4.2.2.2 Le déni de soi

La majorité des individus sont habités par des souvenirs douloureux et des blessures non résolus, issus de leur enfance, qui génèrent différents types de tension à l’âge adulte (Miller, 1996 ; Miller 2008 ; Miller 2013). Si elles ne sont pas traitées adéquatement, ces marques du passé peuvent avoir de très graves conséquences sur l’équilibre psychologique et le bien-être de l’individu (Miller, 1996 ; Miller 2008 ; Miller 2013). La perte du contact avec une certaine partie de soi-même, notamment liée au fait d’avoir appris à réprimer ses émotions

74

et ses souvenirs durant l’enfance, fait partie de ces conséquences. Il est facile d’imaginer comment la cruauté et la violence parentale (insultes, coups, abus sexuel, etc.) peuvent conduire l’enfant à se dissocier d’une partie de lui-même pour ne pas ressentir la souffrance multidimensionnelle causée par de tel traitement. Or, les mauvais traitements peuvent être beaucoup plus sinueux et souvent même se présenter comme des formes d’éducation (Miller, 1996). À titre d’exemple, les enfants soumis à des parents autoritaires ou trop exigeants apprendront à mettre de côté leurs propres désirs afin de satisfaire ceux de leurs parents. Certains enfants deviendront rapidement très doués à cet effet et perdront ainsi progressivement le sentiment que leurs désirs, besoins et émotions sont dignes d’être reconnus et entendus (Miller, 1996). De grands efforts pour dénier une partie de soi-même afin de satisfaire les attentes de l’entourage sont donc mis en place parallèlement à un ensemble de mécanismes d’adaptations à cet environnement toxique (Miller, 1996 ; Miller 2008 ; Miller 2013).

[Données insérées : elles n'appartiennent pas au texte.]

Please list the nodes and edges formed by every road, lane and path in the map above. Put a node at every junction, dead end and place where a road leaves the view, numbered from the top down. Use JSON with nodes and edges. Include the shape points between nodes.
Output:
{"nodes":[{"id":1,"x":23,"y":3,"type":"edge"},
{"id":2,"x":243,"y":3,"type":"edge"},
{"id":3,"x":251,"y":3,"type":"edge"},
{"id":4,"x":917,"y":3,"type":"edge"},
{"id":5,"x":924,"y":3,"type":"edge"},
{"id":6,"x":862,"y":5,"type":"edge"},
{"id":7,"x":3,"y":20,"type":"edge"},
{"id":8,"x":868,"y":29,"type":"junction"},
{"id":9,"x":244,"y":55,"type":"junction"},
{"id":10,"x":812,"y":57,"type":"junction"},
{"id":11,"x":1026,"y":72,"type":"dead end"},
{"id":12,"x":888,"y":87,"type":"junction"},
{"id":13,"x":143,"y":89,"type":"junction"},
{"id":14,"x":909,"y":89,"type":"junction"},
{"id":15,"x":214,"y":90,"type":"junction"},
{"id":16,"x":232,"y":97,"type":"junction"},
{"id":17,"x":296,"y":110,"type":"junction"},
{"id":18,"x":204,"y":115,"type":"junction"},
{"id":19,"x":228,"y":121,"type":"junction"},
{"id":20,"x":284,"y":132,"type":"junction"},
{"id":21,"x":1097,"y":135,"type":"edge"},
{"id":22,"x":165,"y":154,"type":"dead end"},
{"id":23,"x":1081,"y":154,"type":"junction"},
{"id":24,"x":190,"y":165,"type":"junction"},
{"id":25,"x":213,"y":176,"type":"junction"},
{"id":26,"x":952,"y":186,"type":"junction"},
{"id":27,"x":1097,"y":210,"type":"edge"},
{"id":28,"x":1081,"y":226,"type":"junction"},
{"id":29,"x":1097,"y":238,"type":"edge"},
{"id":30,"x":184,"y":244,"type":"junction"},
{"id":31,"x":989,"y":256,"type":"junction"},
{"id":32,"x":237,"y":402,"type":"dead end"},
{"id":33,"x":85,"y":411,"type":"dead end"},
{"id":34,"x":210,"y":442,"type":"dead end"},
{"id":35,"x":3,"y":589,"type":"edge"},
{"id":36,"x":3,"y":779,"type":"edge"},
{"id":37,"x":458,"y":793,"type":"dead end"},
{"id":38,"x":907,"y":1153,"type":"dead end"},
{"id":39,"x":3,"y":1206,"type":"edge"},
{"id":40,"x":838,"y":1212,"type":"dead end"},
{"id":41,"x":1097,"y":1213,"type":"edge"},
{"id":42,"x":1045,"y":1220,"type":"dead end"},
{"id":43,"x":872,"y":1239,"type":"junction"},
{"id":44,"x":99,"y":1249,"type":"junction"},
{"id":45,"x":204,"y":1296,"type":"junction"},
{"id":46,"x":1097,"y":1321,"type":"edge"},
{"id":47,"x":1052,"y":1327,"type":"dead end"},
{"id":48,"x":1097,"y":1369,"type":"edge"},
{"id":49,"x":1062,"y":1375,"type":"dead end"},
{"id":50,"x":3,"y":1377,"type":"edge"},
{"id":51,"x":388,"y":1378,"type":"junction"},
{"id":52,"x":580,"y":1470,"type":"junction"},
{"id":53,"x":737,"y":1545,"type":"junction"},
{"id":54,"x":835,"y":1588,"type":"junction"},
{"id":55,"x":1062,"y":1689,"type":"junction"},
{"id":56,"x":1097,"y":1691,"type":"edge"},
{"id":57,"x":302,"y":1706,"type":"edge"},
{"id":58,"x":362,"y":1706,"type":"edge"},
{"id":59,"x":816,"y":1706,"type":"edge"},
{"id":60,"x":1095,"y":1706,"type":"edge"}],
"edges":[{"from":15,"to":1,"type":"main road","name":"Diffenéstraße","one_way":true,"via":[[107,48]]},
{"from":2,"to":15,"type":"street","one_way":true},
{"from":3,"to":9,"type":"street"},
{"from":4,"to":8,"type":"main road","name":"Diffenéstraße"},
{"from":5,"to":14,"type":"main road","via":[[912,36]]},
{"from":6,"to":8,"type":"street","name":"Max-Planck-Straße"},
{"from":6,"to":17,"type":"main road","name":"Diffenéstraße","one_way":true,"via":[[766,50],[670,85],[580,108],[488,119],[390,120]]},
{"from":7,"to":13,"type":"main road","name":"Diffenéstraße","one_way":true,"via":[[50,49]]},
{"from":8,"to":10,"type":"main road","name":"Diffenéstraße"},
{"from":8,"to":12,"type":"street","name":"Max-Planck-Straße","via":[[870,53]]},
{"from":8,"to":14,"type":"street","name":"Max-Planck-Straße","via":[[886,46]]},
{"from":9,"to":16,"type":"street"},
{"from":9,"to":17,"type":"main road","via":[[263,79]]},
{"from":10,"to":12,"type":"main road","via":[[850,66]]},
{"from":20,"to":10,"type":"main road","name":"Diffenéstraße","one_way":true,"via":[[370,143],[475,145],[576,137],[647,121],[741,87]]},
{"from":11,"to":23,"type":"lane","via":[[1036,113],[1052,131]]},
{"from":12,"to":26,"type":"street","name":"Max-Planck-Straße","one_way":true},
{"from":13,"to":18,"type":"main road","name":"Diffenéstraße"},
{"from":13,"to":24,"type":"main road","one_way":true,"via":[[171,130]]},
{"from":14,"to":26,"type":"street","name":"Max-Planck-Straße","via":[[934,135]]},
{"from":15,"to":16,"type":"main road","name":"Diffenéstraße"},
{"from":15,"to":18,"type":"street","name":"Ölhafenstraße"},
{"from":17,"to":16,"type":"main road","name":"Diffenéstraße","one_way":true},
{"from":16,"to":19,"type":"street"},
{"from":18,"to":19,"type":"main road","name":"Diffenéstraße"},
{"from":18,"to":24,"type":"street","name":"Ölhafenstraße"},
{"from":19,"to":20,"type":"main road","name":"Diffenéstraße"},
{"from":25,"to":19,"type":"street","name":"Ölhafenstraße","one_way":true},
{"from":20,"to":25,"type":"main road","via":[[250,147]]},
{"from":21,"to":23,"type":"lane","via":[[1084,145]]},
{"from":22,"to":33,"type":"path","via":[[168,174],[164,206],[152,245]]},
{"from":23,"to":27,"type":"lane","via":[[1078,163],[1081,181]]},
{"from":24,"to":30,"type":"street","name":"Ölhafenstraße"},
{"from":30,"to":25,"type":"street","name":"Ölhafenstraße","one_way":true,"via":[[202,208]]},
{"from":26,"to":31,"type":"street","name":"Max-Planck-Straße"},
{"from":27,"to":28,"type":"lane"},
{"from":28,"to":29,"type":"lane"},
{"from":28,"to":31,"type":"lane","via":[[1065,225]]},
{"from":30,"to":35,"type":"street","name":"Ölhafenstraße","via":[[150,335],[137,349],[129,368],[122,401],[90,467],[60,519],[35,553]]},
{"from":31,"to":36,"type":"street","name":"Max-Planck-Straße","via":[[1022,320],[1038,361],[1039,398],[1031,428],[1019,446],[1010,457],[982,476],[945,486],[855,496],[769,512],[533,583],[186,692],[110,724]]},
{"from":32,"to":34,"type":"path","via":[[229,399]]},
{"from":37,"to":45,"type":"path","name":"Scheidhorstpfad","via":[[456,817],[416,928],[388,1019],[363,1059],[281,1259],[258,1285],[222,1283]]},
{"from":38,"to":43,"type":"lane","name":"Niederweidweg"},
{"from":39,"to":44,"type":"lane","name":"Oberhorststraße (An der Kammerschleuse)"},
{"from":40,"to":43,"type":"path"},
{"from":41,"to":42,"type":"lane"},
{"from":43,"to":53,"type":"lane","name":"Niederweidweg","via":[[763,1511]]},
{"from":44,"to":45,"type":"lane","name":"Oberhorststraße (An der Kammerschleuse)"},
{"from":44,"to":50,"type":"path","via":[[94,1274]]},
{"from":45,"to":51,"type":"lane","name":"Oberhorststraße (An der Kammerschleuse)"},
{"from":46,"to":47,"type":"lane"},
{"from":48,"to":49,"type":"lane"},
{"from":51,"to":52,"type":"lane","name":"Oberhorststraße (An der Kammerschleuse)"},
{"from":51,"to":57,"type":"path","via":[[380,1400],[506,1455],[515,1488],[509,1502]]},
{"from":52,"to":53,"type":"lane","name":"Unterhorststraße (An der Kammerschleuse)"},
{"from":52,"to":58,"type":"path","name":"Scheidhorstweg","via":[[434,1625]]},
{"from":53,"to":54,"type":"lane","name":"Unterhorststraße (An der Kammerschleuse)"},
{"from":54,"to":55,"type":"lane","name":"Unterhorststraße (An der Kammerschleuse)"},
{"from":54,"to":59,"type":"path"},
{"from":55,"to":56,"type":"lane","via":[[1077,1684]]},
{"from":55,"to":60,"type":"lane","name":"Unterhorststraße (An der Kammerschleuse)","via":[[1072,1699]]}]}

Cette déconnexion d’une partie de sa propre expérience peut avoir pour effet un sentiment de vide et d’ennui persistant qui pourra se développer sous la forme de troubles de santé mentale spécifique (trouble de l’humeur, trouble de personnalité, trouble de l’utilisation des substances, etc.) (Miller, 2013, p.191).

« Les émotions réprimées dans l’enfance - par exemple la peur et la colère – restent emmagasinées dans notre corps et peuvent provoquer chez l’adulte des troubles plus ou moins graves. On peut souffrir de dépression, d’accès de panique, présenter des réactions violentes envers ses enfants, sans avoir conscience des véritables causes de son désespoir, de sa peur ou de sa fureur » (Miller, 2008 p.125).

Notons que les adultes ayant appris à refouler leurs émotions et à réprimer leurs désirs et leurs besoins pourront avoir tendance, plus ou moins consciemment, à transmettre ses mécanismes d’adaptation à leurs propres enfants, perpétuant ainsi le cycle du déni de soi (Miller, 1996).